### Provided records
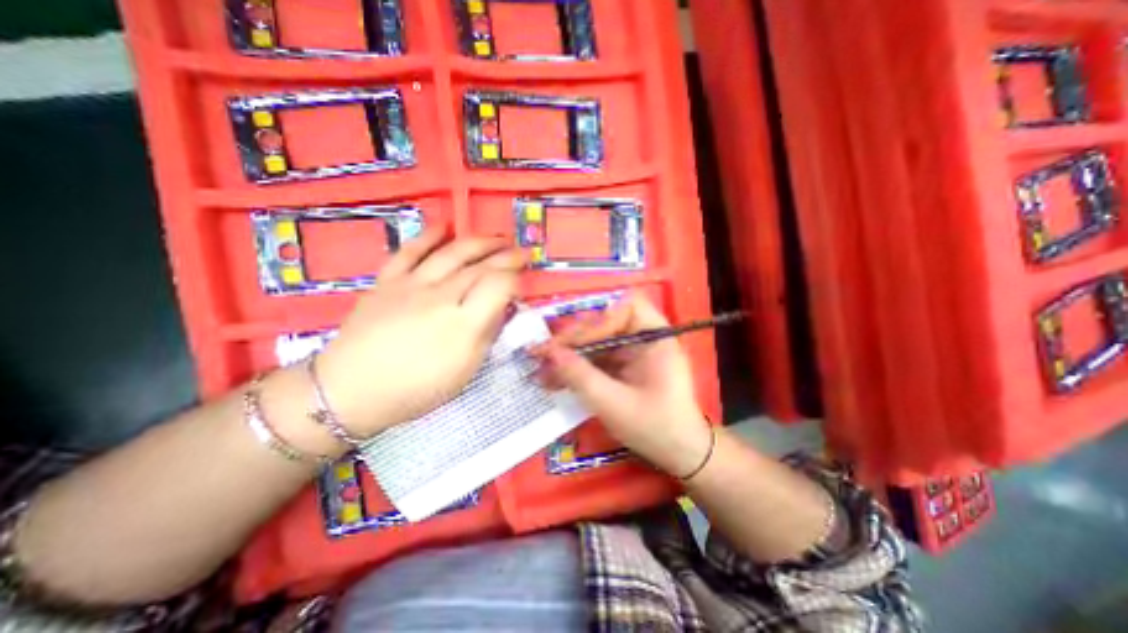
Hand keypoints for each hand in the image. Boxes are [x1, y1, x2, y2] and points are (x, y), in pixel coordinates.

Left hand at [311, 230, 523, 436]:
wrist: (349, 390)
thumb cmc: (415, 389)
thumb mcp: (464, 372)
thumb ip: (487, 335)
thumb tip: (502, 309)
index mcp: (462, 325)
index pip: (498, 287)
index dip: (515, 279)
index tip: (522, 281)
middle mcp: (440, 297)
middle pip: (480, 267)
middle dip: (506, 257)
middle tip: (521, 252)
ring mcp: (411, 285)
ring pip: (452, 253)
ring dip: (479, 242)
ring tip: (497, 238)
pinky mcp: (387, 280)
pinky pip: (410, 251)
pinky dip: (429, 235)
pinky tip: (445, 225)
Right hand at [538, 294, 711, 476]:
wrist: (679, 456)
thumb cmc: (655, 428)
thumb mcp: (614, 404)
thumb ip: (581, 376)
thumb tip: (549, 353)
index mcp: (655, 338)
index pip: (627, 307)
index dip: (599, 319)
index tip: (574, 342)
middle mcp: (644, 339)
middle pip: (606, 323)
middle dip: (575, 339)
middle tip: (545, 354)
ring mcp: (633, 353)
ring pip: (597, 342)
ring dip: (570, 355)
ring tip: (543, 370)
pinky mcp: (624, 368)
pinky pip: (598, 359)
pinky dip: (578, 368)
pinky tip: (556, 380)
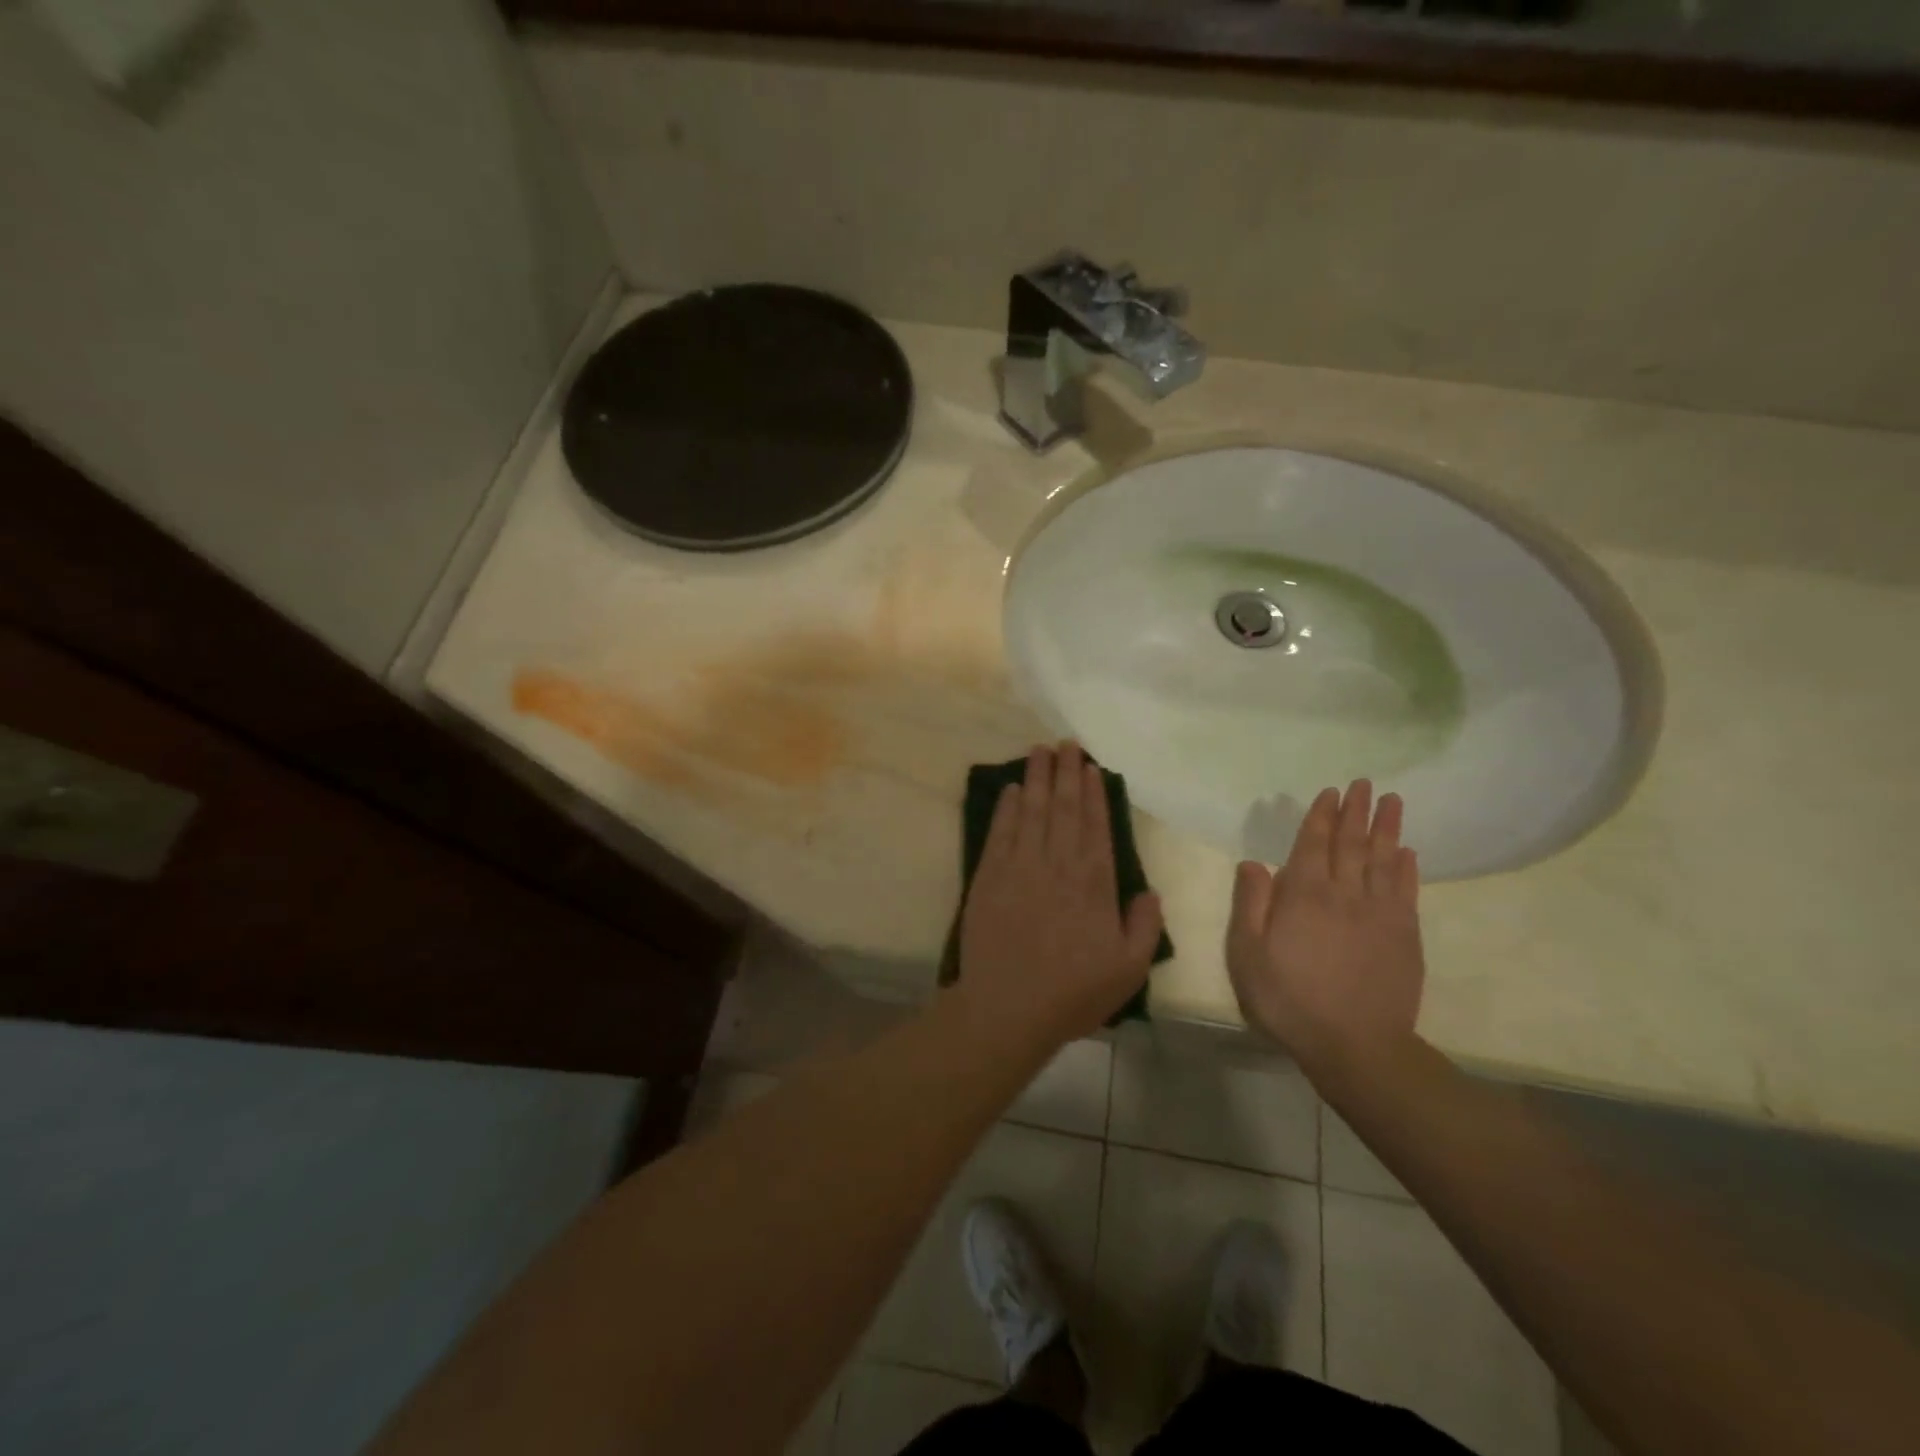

### What is expected
From the data above, output exactly the lines between the one containing "thumb cmc: (415, 389)" and the one containing "middle tip: (545, 354)", counting both of them.

### Response to this exercise
thumb cmc: (415, 389)
thumb mcp: (464, 372)
thumb ip: (487, 335)
thumb tip: (502, 309)
index mcp: (462, 325)
index pip: (498, 287)
index dip: (515, 279)
index tip: (522, 281)
middle mcp: (440, 297)
middle pip: (480, 267)
middle dip: (506, 257)
middle tip: (521, 252)
ring mcp: (411, 285)
ring pip: (452, 253)
ring dip: (479, 242)
ring tip: (497, 238)
pinky mcp: (387, 280)
pinky pip: (410, 251)
pinky dip: (429, 235)
pinky tip: (445, 225)
Right hand at [538, 294, 711, 476]:
wrist: (679, 456)
thumb cmc: (655, 428)
thumb mcp: (614, 404)
thumb ip: (581, 376)
thumb tip: (549, 353)
index mcp: (655, 338)
index pip: (627, 307)
index dip: (599, 319)
index tip: (574, 342)
middle mcp: (644, 339)
middle pip: (606, 323)
middle dip: (575, 339)
middle tip: (545, 354)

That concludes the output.